Nos termos dos artigos 3º, 7º e 13º da supracitada portaria, compete à CIM do Alto Tâmega, enquanto Autoridade de Transportes Intermunicipal (de acordo com a respetiva assunção, delegação e partilha das competências atribuídas ao abrigo dos artigos 6.º, 7.º e 8.º da Lei n.º 52/2015, de 9 de junho – que aprova o Regime Jurídico do Serviço Público do Transporte de Passageiros), a fixação da taxa de atualização tarifária a vigorar nos serviços de transporte sob sua jurisdição e a verificação da conformidade das atualizações propostas pelos operadores.

A AMT publicou no seu site, um comunicado com o valor máximo da TAT para 2021, que é de 0% (https://www.amt-autoridade.pt/media/2687/tat_2021.pdf).

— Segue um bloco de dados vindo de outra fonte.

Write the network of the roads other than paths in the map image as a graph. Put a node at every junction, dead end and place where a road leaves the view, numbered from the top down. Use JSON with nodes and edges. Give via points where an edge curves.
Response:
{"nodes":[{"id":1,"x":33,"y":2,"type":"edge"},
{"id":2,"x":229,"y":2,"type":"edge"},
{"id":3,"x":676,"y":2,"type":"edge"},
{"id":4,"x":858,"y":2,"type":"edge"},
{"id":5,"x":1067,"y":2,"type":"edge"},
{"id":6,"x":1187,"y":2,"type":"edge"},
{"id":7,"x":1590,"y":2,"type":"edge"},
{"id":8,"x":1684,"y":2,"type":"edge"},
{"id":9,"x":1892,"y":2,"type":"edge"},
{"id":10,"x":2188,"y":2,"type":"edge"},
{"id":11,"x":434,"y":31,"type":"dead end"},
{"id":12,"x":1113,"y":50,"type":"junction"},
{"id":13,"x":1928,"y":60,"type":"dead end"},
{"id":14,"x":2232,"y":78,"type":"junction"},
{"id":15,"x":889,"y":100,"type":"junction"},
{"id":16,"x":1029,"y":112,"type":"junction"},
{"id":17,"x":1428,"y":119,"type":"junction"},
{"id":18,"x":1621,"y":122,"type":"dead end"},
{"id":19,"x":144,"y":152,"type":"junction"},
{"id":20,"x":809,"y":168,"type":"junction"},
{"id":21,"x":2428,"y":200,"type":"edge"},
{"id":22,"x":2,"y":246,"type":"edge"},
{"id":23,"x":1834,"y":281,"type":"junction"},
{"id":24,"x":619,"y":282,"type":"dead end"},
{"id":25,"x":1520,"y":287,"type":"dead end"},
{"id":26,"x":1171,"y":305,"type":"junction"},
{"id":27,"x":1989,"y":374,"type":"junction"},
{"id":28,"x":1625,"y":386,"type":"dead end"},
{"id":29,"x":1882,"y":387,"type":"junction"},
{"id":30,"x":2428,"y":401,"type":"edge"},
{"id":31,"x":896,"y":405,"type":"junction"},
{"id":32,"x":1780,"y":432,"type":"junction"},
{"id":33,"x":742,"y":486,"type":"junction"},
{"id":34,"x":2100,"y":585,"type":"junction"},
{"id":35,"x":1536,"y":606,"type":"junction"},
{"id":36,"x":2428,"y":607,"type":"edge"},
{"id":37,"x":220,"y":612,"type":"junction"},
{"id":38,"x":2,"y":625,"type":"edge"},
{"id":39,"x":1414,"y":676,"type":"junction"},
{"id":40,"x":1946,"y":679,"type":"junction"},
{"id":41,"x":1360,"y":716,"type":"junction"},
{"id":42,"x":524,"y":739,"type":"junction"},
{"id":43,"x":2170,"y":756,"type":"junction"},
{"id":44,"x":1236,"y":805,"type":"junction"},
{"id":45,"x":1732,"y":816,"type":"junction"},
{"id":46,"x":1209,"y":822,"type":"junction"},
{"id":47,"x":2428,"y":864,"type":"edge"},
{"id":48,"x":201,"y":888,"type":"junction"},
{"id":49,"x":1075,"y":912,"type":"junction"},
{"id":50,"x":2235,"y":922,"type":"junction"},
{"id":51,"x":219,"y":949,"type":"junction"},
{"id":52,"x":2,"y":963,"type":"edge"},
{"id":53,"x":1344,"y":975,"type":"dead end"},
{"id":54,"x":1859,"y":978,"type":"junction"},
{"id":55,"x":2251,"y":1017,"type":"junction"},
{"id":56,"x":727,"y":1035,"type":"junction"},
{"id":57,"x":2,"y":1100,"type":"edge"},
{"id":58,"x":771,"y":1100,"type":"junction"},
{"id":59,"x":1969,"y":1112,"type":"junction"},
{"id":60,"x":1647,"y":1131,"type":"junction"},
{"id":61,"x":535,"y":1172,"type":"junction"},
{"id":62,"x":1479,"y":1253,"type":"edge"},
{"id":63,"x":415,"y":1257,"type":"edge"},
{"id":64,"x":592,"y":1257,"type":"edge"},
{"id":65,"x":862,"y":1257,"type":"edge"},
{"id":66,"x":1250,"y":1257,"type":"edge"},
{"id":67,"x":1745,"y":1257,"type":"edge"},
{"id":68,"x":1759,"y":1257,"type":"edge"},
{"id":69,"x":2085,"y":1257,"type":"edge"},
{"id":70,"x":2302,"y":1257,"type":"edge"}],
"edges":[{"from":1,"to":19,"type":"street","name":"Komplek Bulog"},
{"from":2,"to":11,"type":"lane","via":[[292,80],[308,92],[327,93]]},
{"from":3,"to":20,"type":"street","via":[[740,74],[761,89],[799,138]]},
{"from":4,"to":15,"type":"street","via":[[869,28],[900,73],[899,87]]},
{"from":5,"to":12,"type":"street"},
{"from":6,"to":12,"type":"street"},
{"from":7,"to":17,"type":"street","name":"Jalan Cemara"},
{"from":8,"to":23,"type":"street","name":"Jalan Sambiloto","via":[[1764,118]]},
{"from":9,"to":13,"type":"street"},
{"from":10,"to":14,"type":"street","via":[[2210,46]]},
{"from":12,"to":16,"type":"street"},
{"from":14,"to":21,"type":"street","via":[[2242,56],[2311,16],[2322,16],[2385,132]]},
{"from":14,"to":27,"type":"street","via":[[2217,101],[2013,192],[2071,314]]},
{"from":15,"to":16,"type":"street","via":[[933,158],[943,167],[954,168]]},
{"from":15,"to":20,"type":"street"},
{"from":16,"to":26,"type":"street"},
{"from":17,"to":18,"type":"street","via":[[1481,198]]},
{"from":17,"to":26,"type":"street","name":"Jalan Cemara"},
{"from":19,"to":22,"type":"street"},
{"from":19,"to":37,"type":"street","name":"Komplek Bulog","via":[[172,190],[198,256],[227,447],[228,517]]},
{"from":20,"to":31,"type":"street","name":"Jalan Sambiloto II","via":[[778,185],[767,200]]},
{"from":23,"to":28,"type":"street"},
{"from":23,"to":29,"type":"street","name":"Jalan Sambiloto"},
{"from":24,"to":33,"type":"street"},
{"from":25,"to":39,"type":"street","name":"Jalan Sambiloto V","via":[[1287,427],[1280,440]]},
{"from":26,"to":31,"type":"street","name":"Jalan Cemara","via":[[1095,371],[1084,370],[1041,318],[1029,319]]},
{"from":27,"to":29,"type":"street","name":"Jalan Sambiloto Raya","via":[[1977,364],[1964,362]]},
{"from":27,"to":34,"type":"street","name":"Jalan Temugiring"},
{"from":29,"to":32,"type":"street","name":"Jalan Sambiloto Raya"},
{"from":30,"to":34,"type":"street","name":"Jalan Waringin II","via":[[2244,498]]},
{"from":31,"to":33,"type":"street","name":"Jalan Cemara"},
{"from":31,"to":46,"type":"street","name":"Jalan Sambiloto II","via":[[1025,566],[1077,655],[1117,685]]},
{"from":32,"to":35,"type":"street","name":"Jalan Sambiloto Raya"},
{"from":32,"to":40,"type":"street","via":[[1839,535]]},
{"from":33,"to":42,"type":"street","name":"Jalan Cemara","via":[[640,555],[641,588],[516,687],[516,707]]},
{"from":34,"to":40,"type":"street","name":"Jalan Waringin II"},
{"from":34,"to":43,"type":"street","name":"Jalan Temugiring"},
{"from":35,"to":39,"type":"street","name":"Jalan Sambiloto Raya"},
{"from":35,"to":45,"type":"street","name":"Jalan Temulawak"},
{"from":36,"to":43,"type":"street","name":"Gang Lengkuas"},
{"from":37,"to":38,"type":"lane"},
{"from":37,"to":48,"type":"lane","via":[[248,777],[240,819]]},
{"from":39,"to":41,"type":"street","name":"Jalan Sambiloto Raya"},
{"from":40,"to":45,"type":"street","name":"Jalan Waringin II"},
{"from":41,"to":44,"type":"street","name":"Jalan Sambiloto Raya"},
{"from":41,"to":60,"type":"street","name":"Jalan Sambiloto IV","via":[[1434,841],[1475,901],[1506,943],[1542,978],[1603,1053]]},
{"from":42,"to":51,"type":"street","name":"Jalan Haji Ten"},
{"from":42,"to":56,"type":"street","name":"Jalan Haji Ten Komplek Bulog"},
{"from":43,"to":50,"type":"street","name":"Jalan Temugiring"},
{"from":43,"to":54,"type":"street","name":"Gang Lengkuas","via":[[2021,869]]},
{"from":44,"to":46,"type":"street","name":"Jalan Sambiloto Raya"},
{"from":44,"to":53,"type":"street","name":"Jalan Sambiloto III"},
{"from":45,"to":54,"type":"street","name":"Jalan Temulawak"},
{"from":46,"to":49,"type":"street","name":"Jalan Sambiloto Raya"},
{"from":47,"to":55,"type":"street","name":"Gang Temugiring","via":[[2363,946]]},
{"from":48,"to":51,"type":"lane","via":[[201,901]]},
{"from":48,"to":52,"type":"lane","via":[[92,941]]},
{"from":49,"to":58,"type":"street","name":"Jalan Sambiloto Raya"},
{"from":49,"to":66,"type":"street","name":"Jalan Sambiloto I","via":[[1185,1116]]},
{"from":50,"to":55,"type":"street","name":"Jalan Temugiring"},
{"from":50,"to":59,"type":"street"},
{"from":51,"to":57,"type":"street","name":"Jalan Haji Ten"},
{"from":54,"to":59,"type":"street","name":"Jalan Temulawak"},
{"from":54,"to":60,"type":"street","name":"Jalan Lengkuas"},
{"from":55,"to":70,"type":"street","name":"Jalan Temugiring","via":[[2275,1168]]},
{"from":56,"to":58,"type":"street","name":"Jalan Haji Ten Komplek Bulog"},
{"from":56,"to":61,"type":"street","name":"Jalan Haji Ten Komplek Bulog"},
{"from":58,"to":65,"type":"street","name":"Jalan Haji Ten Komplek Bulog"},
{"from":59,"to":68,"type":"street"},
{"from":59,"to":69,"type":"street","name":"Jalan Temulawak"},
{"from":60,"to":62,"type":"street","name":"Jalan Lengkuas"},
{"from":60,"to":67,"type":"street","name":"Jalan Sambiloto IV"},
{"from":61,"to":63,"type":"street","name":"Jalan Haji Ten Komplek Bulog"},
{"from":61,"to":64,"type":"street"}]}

Nesta conformidade, foi aprovado pelo Conselho Intermunicipal o valor de 0% para a taxa de atualização tarifária regular para o transporte público coletivo de passageiros, a vigorar a partir de 1 de janeiro de 2021.

Assim sendo, a atualização tarifária a praticar pelos operadores de transportes sob a Autoridade de Transportes da CIM do Alto Tâmega, deverá ter em conta:

– O valor da taxa de atualização tarifária (“TAT”) é de 0%, conforme valores publicados pela Autoridade de Mobilidade e Transportes;

– No conjunto da totalidade dos títulos e tarifas de transportes a disponibilizar pelo operador ao passageiro, o aumento médio não pode ultrapassar o valor da TAT.

– Nas tarifas de venda ao público aplicam-se os critérios de arredondamento, conforme estabelecido no n.º 5 e no n.º 6 do artigo 6º da referida Portaria.